Künftig sollen daher aktive Regionen mit Pilot- und Demonstrationsprojekten je nach erreichten Zielen durch gezielt gewährte Prämien (Yi Jiang Dai Bu) gefördert werden, so lautet die am 23. April 2020 vom Finanzministerium verkündete und bislang wenig detaillierte Leitlinie. Der weitere Anstieg von regionalen Aktivitäten wie Industrieparks und Pilotvorhaben ist zu erwarten. Allein 2019 veröffentlichten acht Städte neue Hydrogen Valley-Pläne: Jinan (Shandong), Baicheng (Jilin), Huangpu (Guangzhou), Nanhai und Dongguan (Guangdong), Jinhua und Huzhou (Zhejiang) sowie Xinyi (Jiangsu). Anfang 2020 hatten laut Recherchen der Deutschen Gesellschaft für Internationale Zusammenarbeit (GIZ) insgesamt 14 Provinzen sowie 30 Städte und Gemeinden Wasserstoff-Entwicklungspläne herausgebracht.

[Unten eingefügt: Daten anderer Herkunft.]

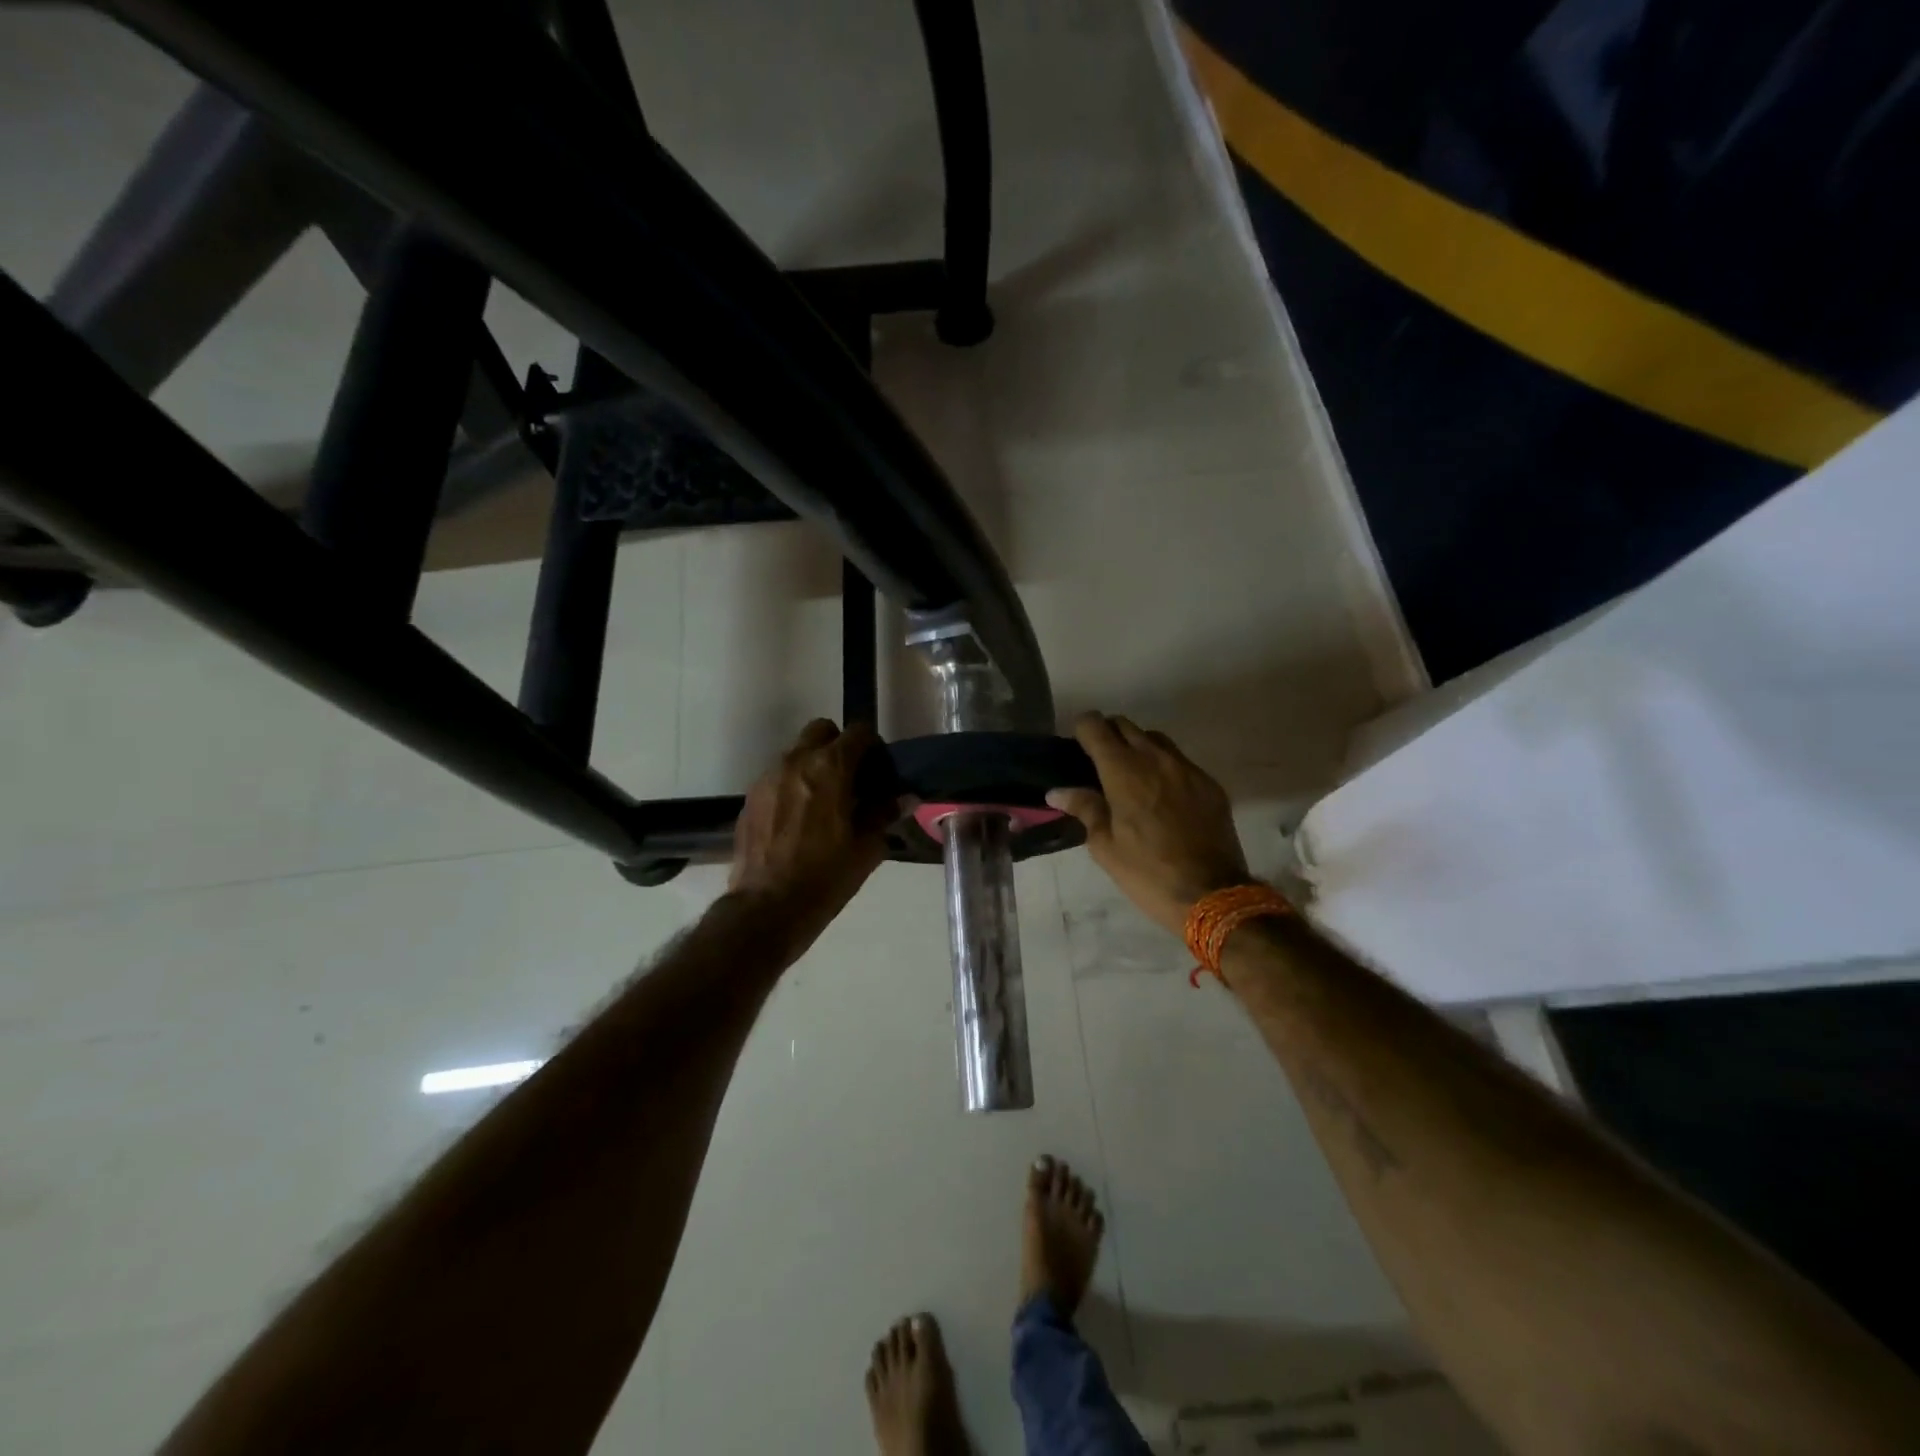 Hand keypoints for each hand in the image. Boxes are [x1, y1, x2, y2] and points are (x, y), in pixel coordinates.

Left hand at [730, 720, 891, 937]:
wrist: (767, 908)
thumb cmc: (825, 877)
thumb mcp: (867, 848)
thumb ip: (884, 814)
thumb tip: (905, 798)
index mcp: (831, 767)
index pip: (859, 733)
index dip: (873, 747)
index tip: (878, 770)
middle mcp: (796, 761)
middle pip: (822, 731)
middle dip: (839, 746)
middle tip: (850, 778)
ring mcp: (768, 777)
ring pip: (796, 753)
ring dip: (814, 765)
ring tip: (824, 801)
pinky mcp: (750, 797)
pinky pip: (777, 777)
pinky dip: (792, 786)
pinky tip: (799, 819)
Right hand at [1047, 713, 1251, 937]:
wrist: (1212, 894)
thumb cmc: (1147, 873)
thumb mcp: (1105, 846)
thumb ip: (1084, 809)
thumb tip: (1058, 792)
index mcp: (1123, 771)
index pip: (1095, 726)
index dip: (1081, 729)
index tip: (1077, 746)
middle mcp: (1155, 758)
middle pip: (1125, 725)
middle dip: (1108, 735)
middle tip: (1099, 762)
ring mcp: (1187, 768)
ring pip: (1155, 739)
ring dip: (1138, 747)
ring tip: (1132, 776)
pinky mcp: (1209, 784)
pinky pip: (1180, 761)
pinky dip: (1164, 767)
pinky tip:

Zwar dürften viele Pläne hinter den ambitionierten Zielen zurückbleiben. Dennoch verfügen einige Regionen, was Industriecluster, politischen Willen und Fördermaßnahmen anbelangt, über gute Voraussetzungen.

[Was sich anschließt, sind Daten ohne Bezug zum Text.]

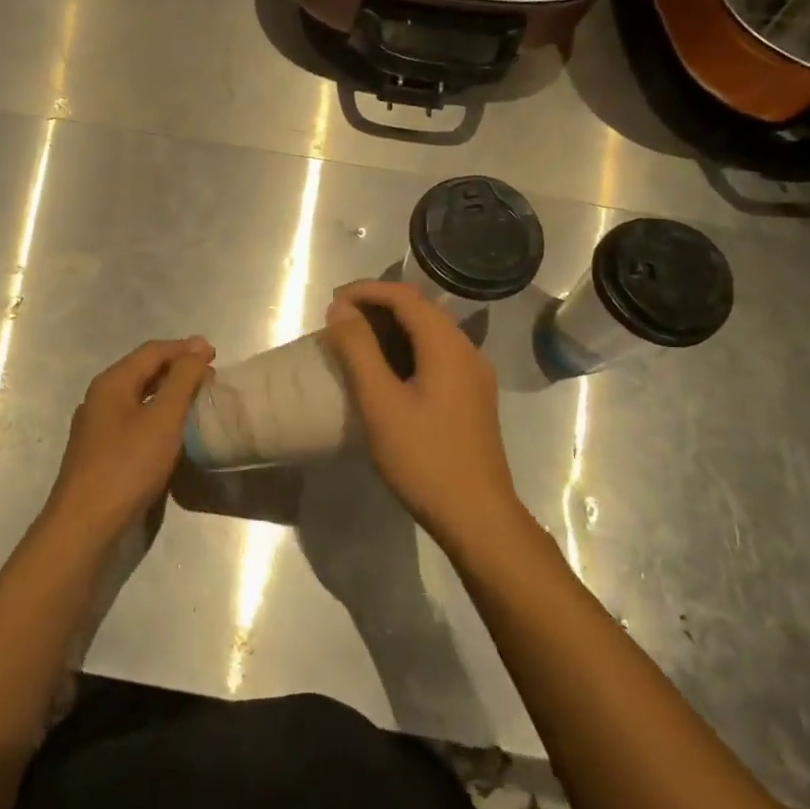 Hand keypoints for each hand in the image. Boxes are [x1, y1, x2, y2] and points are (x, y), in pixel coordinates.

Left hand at [45, 337, 213, 540]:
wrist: (85, 526)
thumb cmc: (127, 465)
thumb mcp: (163, 418)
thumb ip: (182, 380)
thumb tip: (199, 346)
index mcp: (112, 383)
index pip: (152, 351)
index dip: (185, 349)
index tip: (216, 356)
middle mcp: (100, 398)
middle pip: (143, 371)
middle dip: (178, 370)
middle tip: (210, 379)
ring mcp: (97, 427)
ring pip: (138, 397)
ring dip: (168, 394)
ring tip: (196, 401)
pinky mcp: (101, 452)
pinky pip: (134, 421)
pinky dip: (157, 417)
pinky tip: (172, 432)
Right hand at [324, 282, 522, 546]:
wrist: (477, 516)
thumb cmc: (424, 458)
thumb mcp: (380, 402)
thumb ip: (358, 350)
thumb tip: (341, 308)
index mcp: (447, 345)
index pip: (405, 296)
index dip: (366, 291)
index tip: (332, 303)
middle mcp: (466, 351)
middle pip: (420, 310)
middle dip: (377, 307)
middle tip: (338, 322)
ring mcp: (473, 375)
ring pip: (428, 333)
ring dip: (390, 329)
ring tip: (354, 343)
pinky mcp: (472, 397)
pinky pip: (436, 356)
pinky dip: (405, 350)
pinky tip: (384, 373) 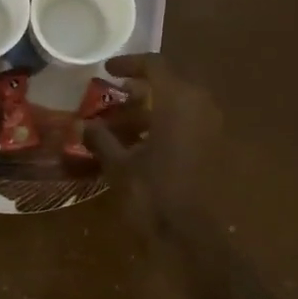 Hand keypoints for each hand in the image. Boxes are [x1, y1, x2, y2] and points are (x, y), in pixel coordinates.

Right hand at [82, 55, 224, 235]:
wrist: (193, 234)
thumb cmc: (153, 193)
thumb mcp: (119, 164)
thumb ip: (101, 139)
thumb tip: (82, 125)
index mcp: (178, 101)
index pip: (154, 65)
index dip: (128, 64)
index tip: (106, 70)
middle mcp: (200, 106)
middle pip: (167, 85)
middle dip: (137, 92)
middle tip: (110, 100)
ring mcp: (211, 128)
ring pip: (177, 106)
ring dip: (149, 112)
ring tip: (118, 127)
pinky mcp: (214, 148)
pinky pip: (186, 125)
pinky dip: (163, 127)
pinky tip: (139, 146) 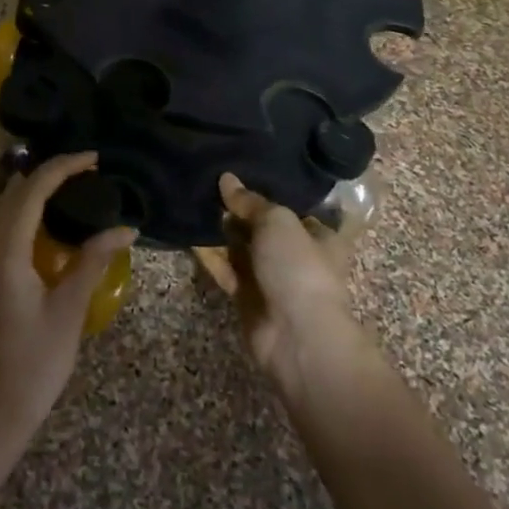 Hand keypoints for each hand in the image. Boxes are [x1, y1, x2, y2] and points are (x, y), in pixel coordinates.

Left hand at [0, 151, 136, 452]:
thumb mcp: (68, 311)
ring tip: (69, 195)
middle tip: (85, 174)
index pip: (32, 191)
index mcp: (3, 252)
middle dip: (46, 177)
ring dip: (30, 198)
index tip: (94, 159)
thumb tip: (125, 228)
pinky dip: (19, 220)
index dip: (63, 167)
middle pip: (10, 196)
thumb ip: (93, 261)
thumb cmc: (31, 366)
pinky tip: (43, 234)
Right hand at [195, 173, 356, 387]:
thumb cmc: (298, 268)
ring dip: (221, 232)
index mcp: (318, 236)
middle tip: (208, 184)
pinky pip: (226, 270)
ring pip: (242, 249)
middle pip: (263, 228)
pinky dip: (210, 255)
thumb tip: (226, 178)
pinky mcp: (247, 298)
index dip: (268, 192)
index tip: (240, 173)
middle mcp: (296, 256)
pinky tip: (190, 234)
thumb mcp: (277, 222)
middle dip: (238, 211)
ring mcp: (271, 279)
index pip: (292, 209)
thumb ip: (250, 201)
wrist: (296, 335)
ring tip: (194, 202)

So gilt die Provinz Guangdong im Perlflussdelta als Pionier. Sowohl auf Provinz- als auch auf Lokalebene gibt es Begünstigungsmaßnahmen. Bereits 2009 entstand der Wasserstoff-Industriepark in Yunfu in der Nähe von Foshan. Dort ist Feichi Bus ansässig, einer der größten Hersteller von Wasserstoffbussen in China. Inzwischen hat Guangdong mit Yunfu, Foshan, Dongguan, Zhongshan und der Hauptstadt Guangzhou die erweiterte Region im Fokus. Dort sind unter anderem Sinosynergy, Broad-Ocean Motor, Dongfeng Motor, der kanadische Brennstoffzellenhersteller Ballard Power Systems und dessen Joint Venture mit Synenergy vertreten. Nanhai verfügte 2019 über sechs Wasserstofftankstellen und hat sich zum Ziel gesetzt, bis 2025 mindestens 10.000 Pkw, 5.000 Busse und 5.000 Gabelstapler mit Brennstoffzellentechnologie zu betreiben.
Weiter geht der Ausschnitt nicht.